Inilah Syarat Perpanjang STNK dan Prosedurnya

Syarat dan Prosedur Perpanjang STNK – Sudah mendekati waktu untuk bayar pajak kendaraan bermotor? Yuk siapkan dahulu beberapa persyaratan perpanjangan STNK agar tidak merepotkan saat kita sudah sampai di kantor Samsat (Sistem Administrasi Manunggal Satu Atap). Sebagai warga negara yang taat, memang sudah seyogyanya kita membayar pajak tepat waktu. Dengan begitu, kita sudah gak perlu was-was jika ada operasi zebra oleh polisi lalu lintas karena kelengkapan dokumen kita lengkap dan tidak ada keterlambatan pajak.

Ada 2 jenis pajak kendaraan yang perlu kamu ketahui, yaitu :

  • Pajak tahunan
  • Pajak 5 tahunan

Dari kedua pajak di atas, masing-masing mempunyai prosedur dan syarat perpanjangan yang berbeda. Meskipun perbedaannya juga tidak terlalu banyak. Yuk mari kita bahas satu per satu.

Syarat perpanjang STNK

Berikut adalah syarat-syarat yang harus kamu disiapkan ke kantor Samsat.

Pajak tahunan

  • Fotokopi BPKB.
  • STNK Asli dan fotokopi.
  • KTP asli dan fotokopi sesuai nama yang tercantum pada STNK dan BPKB.

Pajak 5 tahunan

  • Cek fisik kendaraan
  • Fotokopi BPKB.
  • STNK Asli dan fotokopi.
  • KTP asli dan fotokopi sesuai nama yang tercantum pada STNK dan BPKB.

Mengenai syarat fotokopi BPKB, jika kendaraan kamu merupakan kendaraan kedit dan BPKB masih di tahan leasing, maka mintalah surat keterangan dari leasing tersebut dan nantinya akan diberi fotokopinya. Biasanya leasing akan meminta biaya tambahan sekitar Rp. 10rb hingga Rp. 20ribu tergantung peraturan leasing terkait.

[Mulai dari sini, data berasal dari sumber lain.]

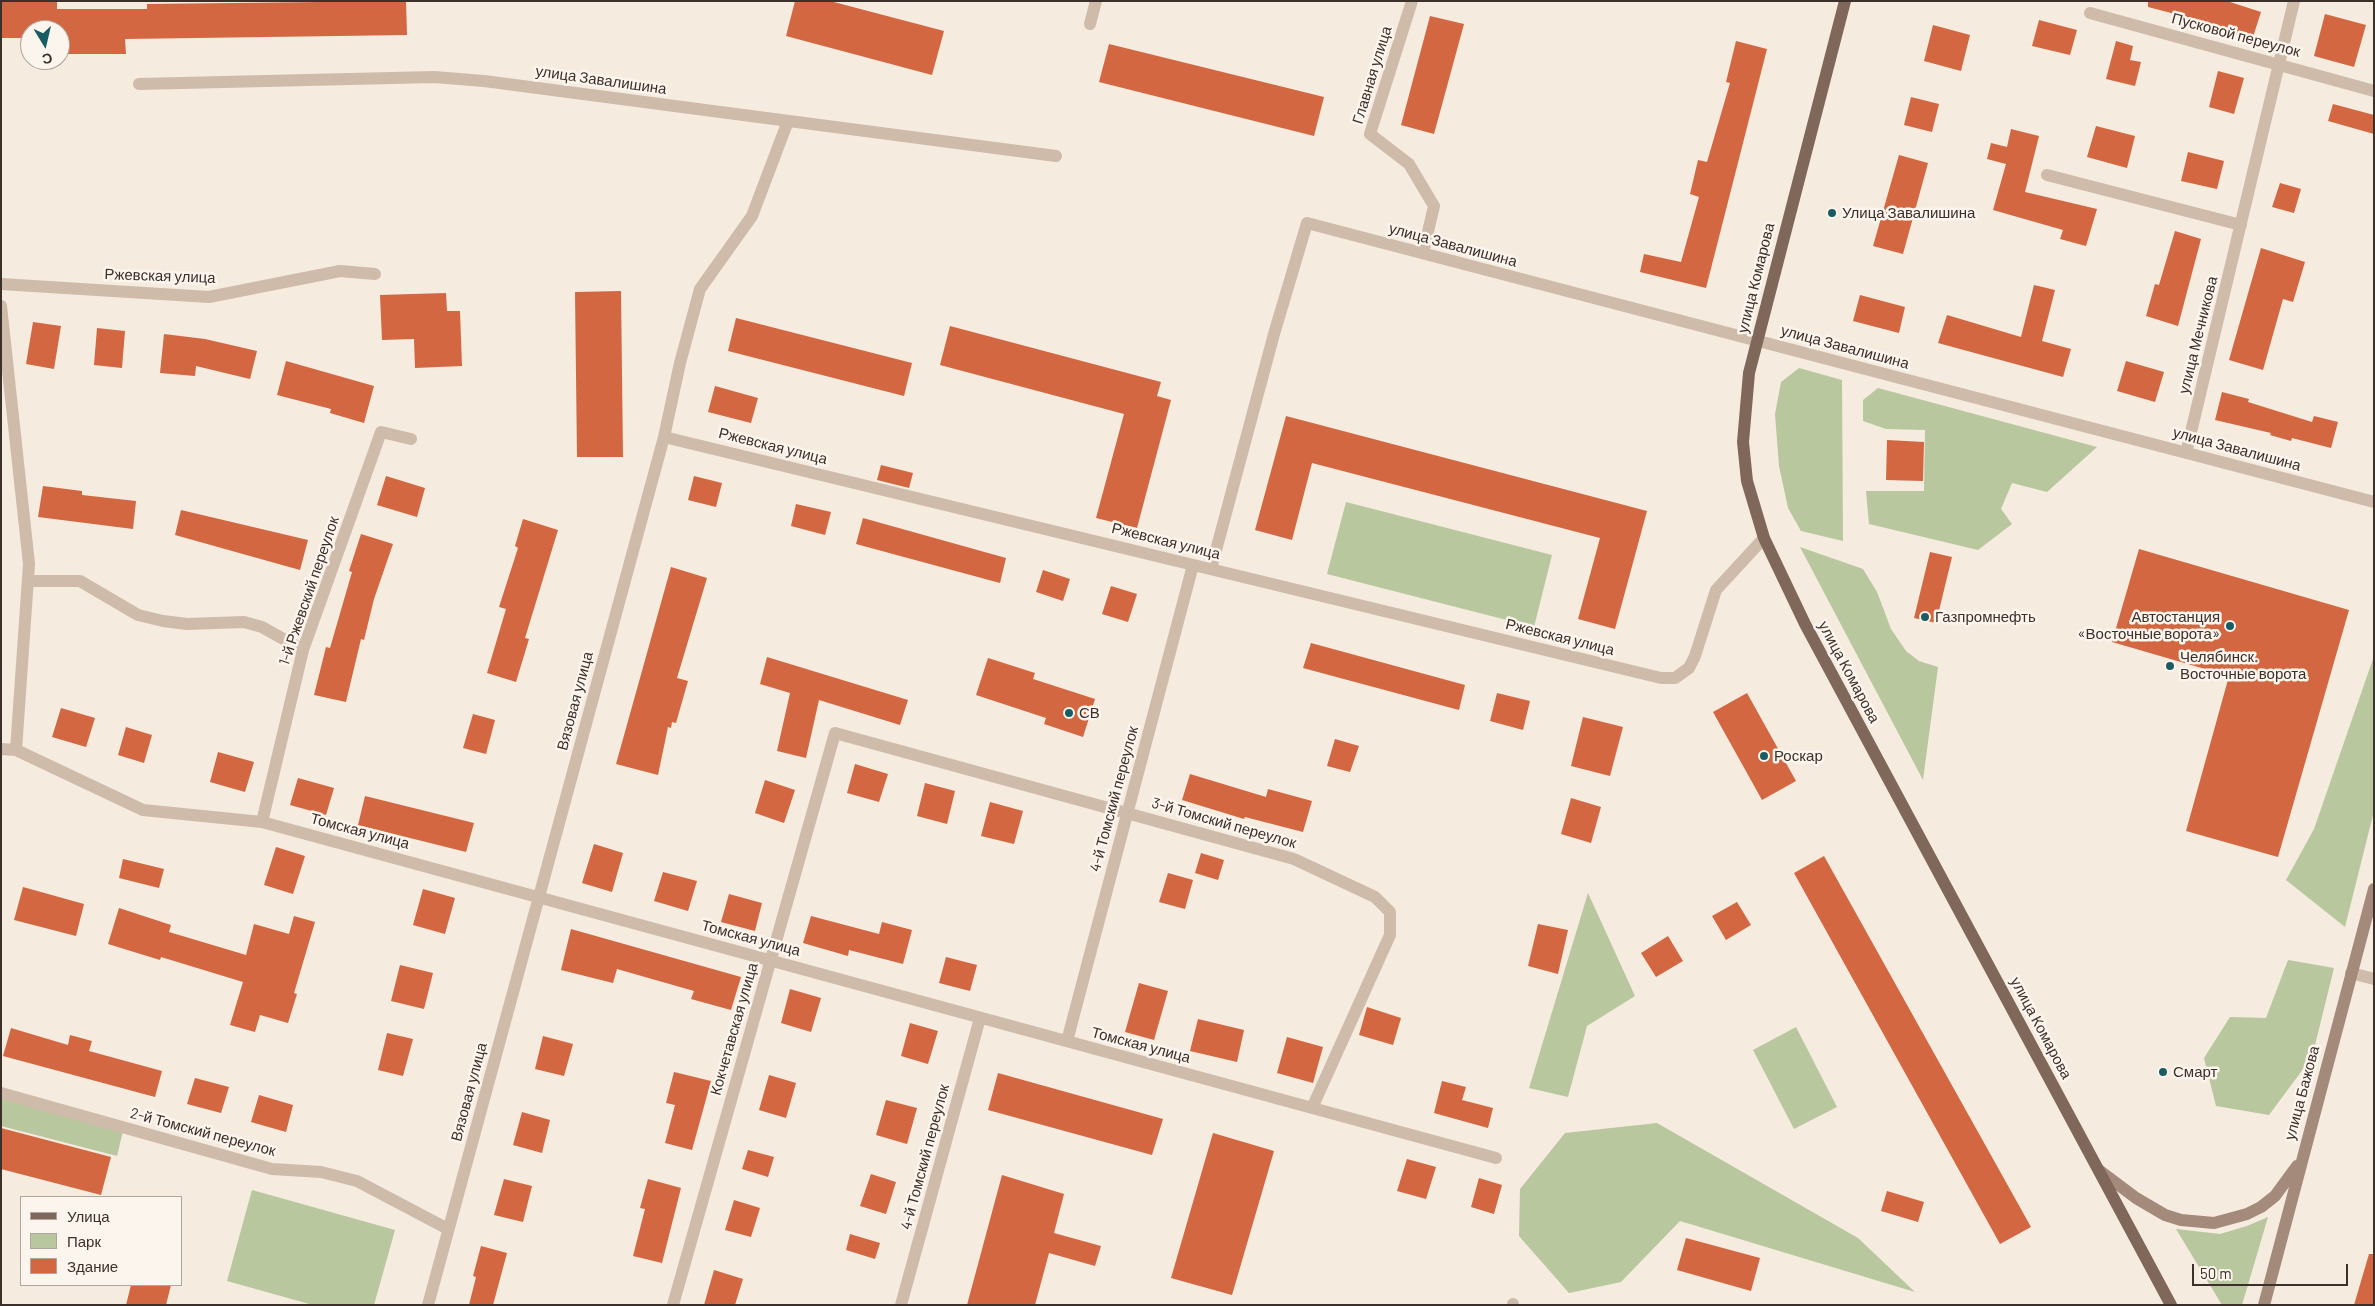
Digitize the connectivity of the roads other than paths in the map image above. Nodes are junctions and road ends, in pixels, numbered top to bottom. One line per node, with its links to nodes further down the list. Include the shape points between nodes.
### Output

Selain itu, menurut informasi yang saya dapatkan saat ini sudah tidak diperlukan lagi fotokopi BPKB untuk perpanjang STNK. Jika memang benar adanya maka akan semakin dimudahkan.

Prosedur perpanjang STNK

Berikut adalah prosedur yang harus kamu lalui untuk dapat membayar pajak.

Pajak tahunan

  1. Saat datang di parkiran Samsat, langsung saja menuju ke dalam kantor dan loket pertama. Jika ada calo yang menghampiri abaikan saja. Karena proses perpanjangan ini sangat mudah dan cepat. Jangan dibayangkan seperti jaman dulu yang ribet dan lama.
  2. Datang ke loket pertama dan mintalah formulir untuk pajak tahunan. Terkadang formulir tersebut langsung disediakan pada meja khusus jadi tidak usah perlu ke loket. Tanyakan saja ke petugasnya.
  3. Isi formulir dengan lengkap kemudian serahkan ke loket beserta syarat-syarat KTP, BPKB, dan STNK seperti yang telah disebutkan di atas.
  4. Tunggu hingga Anda dipanggil oleh petugas yang akan memberikan slip besaran pajak yang harus Anda bayarkan.
  5. Bayar lah di loket pembayaran dan tunggu kembali.
  6. Anda akan dipanggil kembali dan siap menerima STNK yang baru. Jangan lupa KTP Anda.

Pajak 5 tahunan

  1. Ambil formulir seperti langkah pertama dan kedua di atas
  2. Bawa kendaraan Anda ke tempat cek fisik. Cek ini digunakan untuk mengetahui nomor rangka dan nomor mesin yang nantinya akan dicocokkan pada STNK.
  3. Masukkan formulir yang sudah di isi, hasil cek fisik, KTP, BPKB, dan STNK.
  4. Tunggu hingga Anda dipanggil oleh petugas yang akan memberikan slip besaran pajak yang harus Anda bayarkan.
  5. Bayar lah di loket pembayaran dan tunggu kembali.
  6. Anda akan dipanggil kembali dan siap menerima STNK yang baru. Jangan lupa KTP Anda.
  7. Setelah itu, Anda akan diberi tahu apakah Plat Nomor bisa diambil saat itu juga atau menunggu hingga beberapa hari ke depan. Ambil lah ke loket pembuatan plat nomor, biasanya letaknya agak terpisah.